About Acute Decompensated Heart Failure (ADHF) & Current Treatment Options
ADHF is the leading diagnosis at the time of discharge from U.S. hospitals and the most common cause of hospitalization for patients over 65 years of age.(i) Well over $39 billion was spent in the U.S. in 2009 for the medical care of heart failure patients. ADHF is a deadly condition, with in-hospital mortality rates of two to six percent and six-month readmission rates as high as 30 to 60 percent. Episodes of ADHF are marked by a severe reduction of cardiac function that typically results in fluid accumulation in the lungs (pulmonary edema) and consequent severe shortness of breath. There were 1.1 million hospitalizations for acute heart failure in the U.S. in 2006. Among patients hospitalized with ADHF, the 30-day mortality rate is approximately 11 percent and the one-year mortality rate is 34 percent. These poor outcomes indicate the clear need for better therapies to treat this patient population.
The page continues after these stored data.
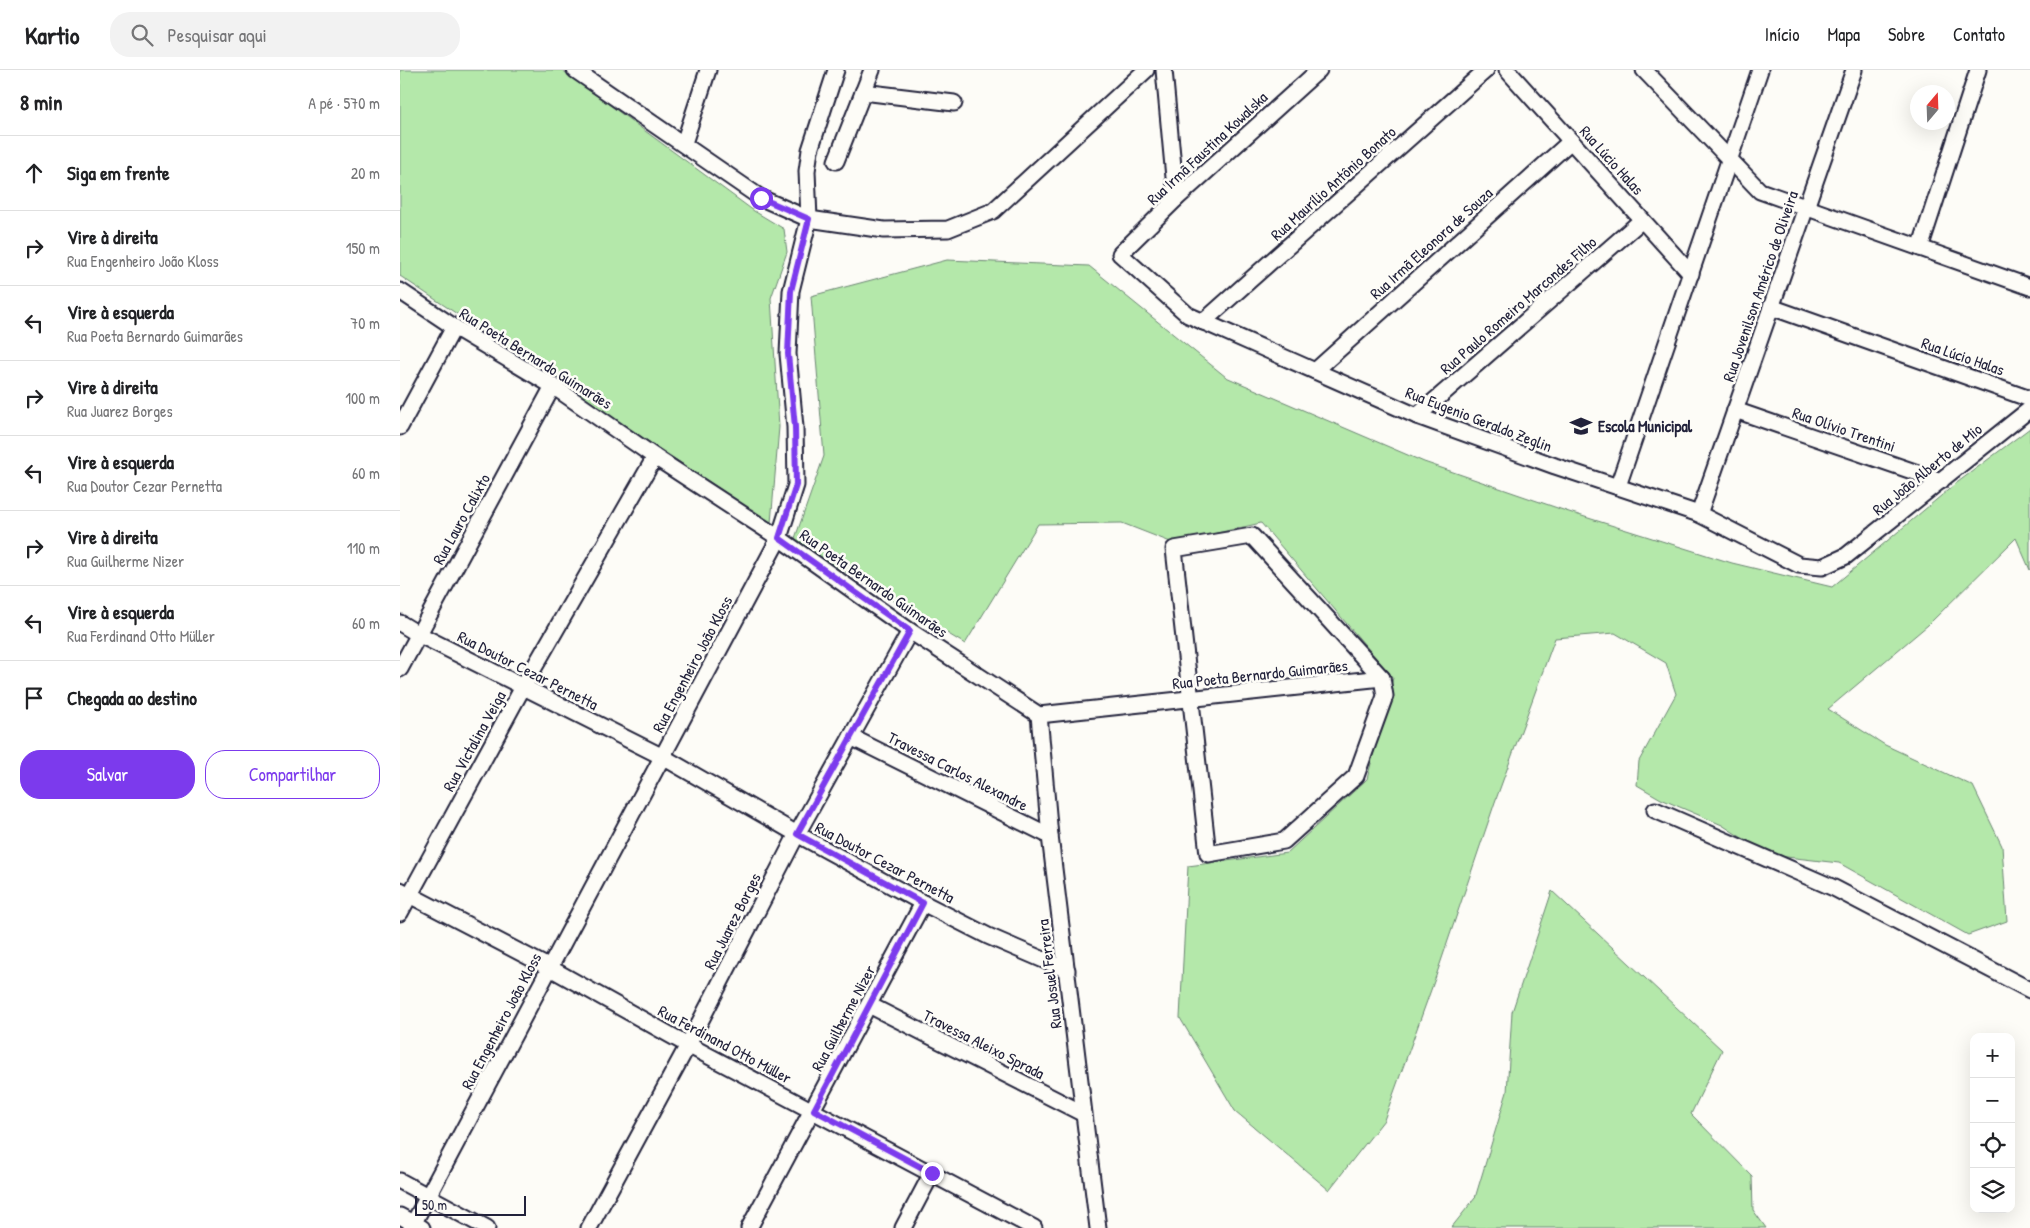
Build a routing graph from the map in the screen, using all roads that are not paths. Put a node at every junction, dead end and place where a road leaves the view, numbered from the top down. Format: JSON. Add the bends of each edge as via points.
{"nodes":[{"id":1,"x":708,"y":70,"type":"edge"},
{"id":2,"x":836,"y":70,"type":"edge"},
{"id":3,"x":872,"y":70,"type":"edge"},
{"id":4,"x":1146,"y":70,"type":"edge"},
{"id":5,"x":1164,"y":70,"type":"edge"},
{"id":6,"x":1319,"y":70,"type":"edge"},
{"id":7,"x":1486,"y":70,"type":"edge"},
{"id":8,"x":1507,"y":70,"type":"edge"},
{"id":9,"x":1644,"y":70,"type":"edge"},
{"id":10,"x":1760,"y":70,"type":"edge"},
{"id":11,"x":1854,"y":70,"type":"edge"},
{"id":12,"x":1978,"y":70,"type":"edge"},
{"id":13,"x":579,"y":71,"type":"edge"},
{"id":14,"x":863,"y":92,"type":"junction"},
{"id":15,"x":954,"y":104,"type":"dead end"},
{"id":16,"x":1571,"y":141,"type":"junction"},
{"id":17,"x":684,"y":144,"type":"junction"},
{"id":18,"x":1730,"y":160,"type":"junction"},
{"id":19,"x":836,"y":161,"type":"dead end"},
{"id":20,"x":1176,"y":199,"type":"junction"},
{"id":21,"x":1806,"y":208,"type":"junction"},
{"id":22,"x":809,"y":219,"type":"junction"},
{"id":23,"x":1642,"y":220,"type":"junction"},
{"id":24,"x":1920,"y":248,"type":"junction"},
{"id":25,"x":1120,"y":254,"type":"joint"},
{"id":26,"x":1691,"y":274,"type":"junction"},
{"id":27,"x":2030,"y":287,"type":"edge"},
{"id":28,"x":400,"y":291,"type":"edge"},
{"id":29,"x":1771,"y":307,"type":"junction"},
{"id":30,"x":1203,"y":322,"type":"junction"},
{"id":31,"x":454,"y":327,"type":"junction"},
{"id":32,"x":1315,"y":371,"type":"junction"},
{"id":33,"x":553,"y":386,"type":"junction"},
{"id":34,"x":2030,"y":399,"type":"edge"},
{"id":35,"x":2030,"y":409,"type":"edge"},
{"id":36,"x":1735,"y":410,"type":"junction"},
{"id":37,"x":1417,"y":416,"type":"junction"},
{"id":38,"x":400,"y":427,"type":"edge"},
{"id":39,"x":655,"y":457,"type":"junction"},
{"id":40,"x":1940,"y":480,"type":"junction"},
{"id":41,"x":1618,"y":486,"type":"junction"},
{"id":42,"x":1699,"y":514,"type":"junction"},
{"id":43,"x":779,"y":538,"type":"junction"},
{"id":44,"x":1846,"y":556,"type":"joint"},
{"id":45,"x":400,"y":623,"type":"edge"},
{"id":46,"x":910,"y":631,"type":"junction"},
{"id":47,"x":418,"y":634,"type":"junction"},
{"id":48,"x":400,"y":669,"type":"edge"},
{"id":49,"x":1382,"y":678,"type":"junction"},
{"id":50,"x":523,"y":687,"type":"junction"},
{"id":51,"x":1190,"y":700,"type":"junction"},
{"id":52,"x":1039,"y":715,"type":"junction"},
{"id":53,"x":851,"y":736,"type":"junction"},
{"id":54,"x":663,"y":757,"type":"junction"},
{"id":55,"x":1654,"y":810,"type":"dead end"},
{"id":56,"x":797,"y":834,"type":"junction"},
{"id":57,"x":1050,"y":836,"type":"junction"},
{"id":58,"x":405,"y":893,"type":"edge"},
{"id":59,"x":923,"y":903,"type":"junction"},
{"id":60,"x":400,"y":913,"type":"edge"},
{"id":61,"x":550,"y":968,"type":"junction"},
{"id":62,"x":1067,"y":970,"type":"junction"},
{"id":63,"x":2030,"y":990,"type":"edge"},
{"id":64,"x":869,"y":1005,"type":"junction"},
{"id":65,"x":688,"y":1045,"type":"junction"},
{"id":66,"x":814,"y":1110,"type":"junction"},
{"id":67,"x":1082,"y":1113,"type":"junction"},
{"id":68,"x":932,"y":1173,"type":"junction"},
{"id":69,"x":400,"y":1182,"type":"edge"},
{"id":70,"x":428,"y":1196,"type":"junction"},
{"id":71,"x":400,"y":1216,"type":"edge"},
{"id":72,"x":416,"y":1227,"type":"edge"},
{"id":73,"x":487,"y":1228,"type":"edge"},
{"id":74,"x":589,"y":1228,"type":"edge"},
{"id":75,"x":749,"y":1228,"type":"edge"},
{"id":76,"x":903,"y":1228,"type":"edge"},
{"id":77,"x":1034,"y":1228,"type":"edge"},
{"id":78,"x":1098,"y":1228,"type":"edge"}],
"edges":[{"from":1,"to":17,"type":"street"},
{"from":2,"to":22,"type":"street","name":"Rua Engenheiro João Kloss","via":[[810,150],[807,171]]},
{"from":3,"to":14,"type":"street"},
{"from":4,"to":22,"type":"street","via":[[993,211],[948,229],[884,230]]},
{"from":5,"to":20,"type":"street"},
{"from":6,"to":20,"type":"street","name":"Rua Irmã Faustina Kowalska"},
{"from":7,"to":30,"type":"street","name":"Rua Maurílio Antônio Bonato"},
{"from":8,"to":16,"type":"street","name":"Rua Lúcio Halas"},
{"from":9,"to":18,"type":"street"},
{"from":10,"to":18,"type":"street"},
{"from":11,"to":21,"type":"street","name":"Rua Jovenilson Américo de Oliveira"},
{"from":12,"to":24,"type":"street"},
{"from":13,"to":17,"type":"street"},
{"from":14,"to":15,"type":"street"},
{"from":14,"to":19,"type":"street"},
{"from":16,"to":23,"type":"street","name":"Rua Lúcio Halas"},
{"from":16,"to":32,"type":"street","name":"Rua Irmã Eleonora de Souza"},
{"from":17,"to":22,"type":"street","via":[[761,198]]},
{"from":18,"to":21,"type":"street","via":[[1760,191]]},
{"from":18,"to":26,"type":"street"},
{"from":20,"to":25,"type":"street","name":"Rua Irmã Faustina Kowalska"},
{"from":21,"to":24,"type":"street"},
{"from":21,"to":29,"type":"street","name":"Rua Jovenilson Américo de Oliveira"},
{"from":22,"to":43,"type":"street","name":"Rua Engenheiro João Kloss","via":[[791,291],[788,354],[795,427],[796,485]]},
{"from":23,"to":26,"type":"street","name":"Rua Lúcio Halas"},
{"from":23,"to":37,"type":"street","name":"Rua Paulo Romeiro Marcondes Filho"},
{"from":24,"to":27,"type":"street"},
{"from":25,"to":30,"type":"street","name":"Rua Eugenio Geraldo Zeglin","via":[[1188,315]]},
{"from":26,"to":41,"type":"street"},
{"from":28,"to":31,"type":"street","name":"Rua Poeta Bernardo Guimarães"},
{"from":29,"to":34,"type":"street","name":"Rua Lúcio Halas"},
{"from":29,"to":36,"type":"street","name":"Rua Jovenilson Américo de Oliveira"},
{"from":30,"to":32,"type":"street","name":"Rua Eugenio Geraldo Zeglin"},
{"from":31,"to":33,"type":"street","name":"Rua Poeta Bernardo Guimarães"},
{"from":31,"to":38,"type":"street"},
{"from":32,"to":37,"type":"street","name":"Rua Eugenio Geraldo Zeglin"},
{"from":33,"to":39,"type":"street","name":"Rua Poeta Bernardo Guimarães"},
{"from":33,"to":47,"type":"street","name":"Rua Lauro Calixto"},
{"from":35,"to":40,"type":"street","name":"Rua João Alberto de Mio"},
{"from":36,"to":40,"type":"street","name":"Rua Olívio Trentini"},
{"from":36,"to":42,"type":"street","name":"Rua Jovenilson Américo de Oliveira"},
{"from":37,"to":41,"type":"street","name":"Rua Eugenio Geraldo Zeglin"},
{"from":39,"to":43,"type":"street","name":"Rua Poeta Bernardo Guimarães"},
{"from":39,"to":50,"type":"street","name":"Rua Victalina Veiga"},
{"from":40,"to":44,"type":"street","name":"Rua João Alberto de Mio"},
{"from":41,"to":42,"type":"street","name":"Rua Eugenio Geraldo Zeglin"},
{"from":42,"to":44,"type":"street","name":"Rua Eugenio Geraldo Zeglin","via":[[1800,565],[1822,567]]},
{"from":43,"to":46,"type":"street","name":"Rua Poeta Bernardo Guimarães"},
{"from":43,"to":54,"type":"street","name":"Rua Engenheiro João Kloss"},
{"from":45,"to":47,"type":"street","name":"Rua Doutor Cezar Pernetta"},
{"from":46,"to":52,"type":"street","name":"Rua Poeta Bernardo Guimarães"},
{"from":46,"to":53,"type":"street","name":"Rua Juarez Borges"},
{"from":47,"to":48,"type":"street","name":"Rua Lauro Calixto"},
{"from":47,"to":50,"type":"street","name":"Rua Doutor Cezar Pernetta"},
{"from":49,"to":51,"type":"street","name":"Rua Poeta Bernardo Guimarães"},
{"from":49,"to":51,"type":"street","via":[[1252,536],[1174,549]]},
{"from":49,"to":51,"type":"street","via":[[1384,696],[1356,776],[1284,841],[1208,854]]},
{"from":50,"to":54,"type":"street","name":"Rua Doutor Cezar Pernetta"},
{"from":50,"to":58,"type":"street","name":"Rua Victalina Veiga"},
{"from":51,"to":52,"type":"street","name":"Rua Poeta Bernardo Guimarães"},
{"from":52,"to":57,"type":"street","name":"Rua Josuel Ferreira"},
{"from":53,"to":56,"type":"street","name":"Rua Juarez Borges"},
{"from":53,"to":57,"type":"street","name":"Travessa Carlos Alexandre"},
{"from":54,"to":56,"type":"street","name":"Rua Doutor Cezar Pernetta"},
{"from":54,"to":61,"type":"street","name":"Rua Engenheiro João Kloss"},
{"from":55,"to":63,"type":"street","via":[[1834,888]]},
{"from":56,"to":59,"type":"street","name":"Rua Doutor Cezar Pernetta"},
{"from":56,"to":65,"type":"street","name":"Rua Juarez Borges"},
{"from":57,"to":62,"type":"street","name":"Rua Josuel Ferreira"},
{"from":58,"to":60,"type":"street","name":"Rua Victalina Veiga"},
{"from":58,"to":61,"type":"street","name":"Rua Ferdinand Otto Müller"},
{"from":59,"to":62,"type":"street","name":"Rua Doutor Cezar Pernetta"},
{"from":59,"to":64,"type":"street","name":"Rua Guilherme Nizer"},
{"from":61,"to":65,"type":"street","name":"Rua Ferdinand Otto Müller"},
{"from":61,"to":70,"type":"street","name":"Rua Engenheiro João Kloss"},
{"from":62,"to":67,"type":"street","name":"Rua Josuel Ferreira"},
{"from":64,"to":66,"type":"street","name":"Rua Guilherme Nizer"},
{"from":64,"to":67,"type":"street","name":"Travessa Aleixo Sprada"},
{"from":65,"to":66,"type":"street","name":"Rua Ferdinand Otto Müller"},
{"from":65,"to":74,"type":"street","name":"Rua Juarez Borges"},
{"from":66,"to":68,"type":"street","name":"Rua Ferdinand Otto Müller"},
{"from":66,"to":75,"type":"street","name":"Rua Guilherme Nizer"},
{"from":67,"to":78,"type":"street","name":"Rua Josuel Ferreira"},
{"from":68,"to":76,"type":"street"},
{"from":68,"to":77,"type":"street","name":"Rua Ferdinand Otto Müller"},
{"from":69,"to":70,"type":"street"},
{"from":70,"to":72,"type":"street","name":"Rua Engenheiro João Kloss"},
{"from":70,"to":73,"type":"street"},
{"from":71,"to":72,"type":"street"}]}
Despite the severity of the condition, the treatment options available for patients with ADHF remain limited. Current first-line treatments target the removal of excess fluid (diuresis) and preload and afterload reduction (vasodilation). In order to improve the hemodynamic profile of the heart and increase cardiac contractility, a physician may also administer an intravenous inotropic agent such as dobutamine (beta-adrenergic agonist) or milrinone (PDE3-inhibitor). Administration of dobutamine or milrinone often requires very close monitoring in the hospital's cardiac or intensive care unit setting due to the life-threatening safety risks associated with these drugs, including ventricular/atrial arrhythmias, hypotension, sudden cardiac death, and other potential adverse long term outcomes.(ii),(iii)
About Cardioxyl Pharmaceuticals
Cardioxyl Pharmaceuticals is a clinical-stage pharmaceutical company focused on the discovery and development of new classes of safe and effective therapeutic agents for the treatment of cardiovascular disease. Cardioxyl has developed industry-leading expertise in the chemistry, biology and clinical applications of HNO (nitroxyl) technology. The company's core HNO platform has generated several preclinical and clinical candidates, including the company's lead compound, CXL-1020, currently in clinical development for ADHF. Cardioxyl is a privately held company financed by life science venture investors Aurora Funds and New Enterprise Associates.
(i) Heart Disease and Stroke Statistics 2009 Update. A Report From the American Heart Association Statistics Committee and Stroke Statistics Subcommittee. Circulation. 2009; 119:e1-e161
(ii) Gheorghiade, M. Reassessing treatment of acute heart failure syndromes: the ADHERE Registry. Eur Heart J Suppl. 2005 7: B13-B19
(iii) Jong, P et al. Prognosis and Determinants of Survival in Patients Newly Hospitalized for Heart Failure. Arch Int Med, 2002; 162:1689-1694
SOURCE Cardioxyl Pharmaceuticals, Inc.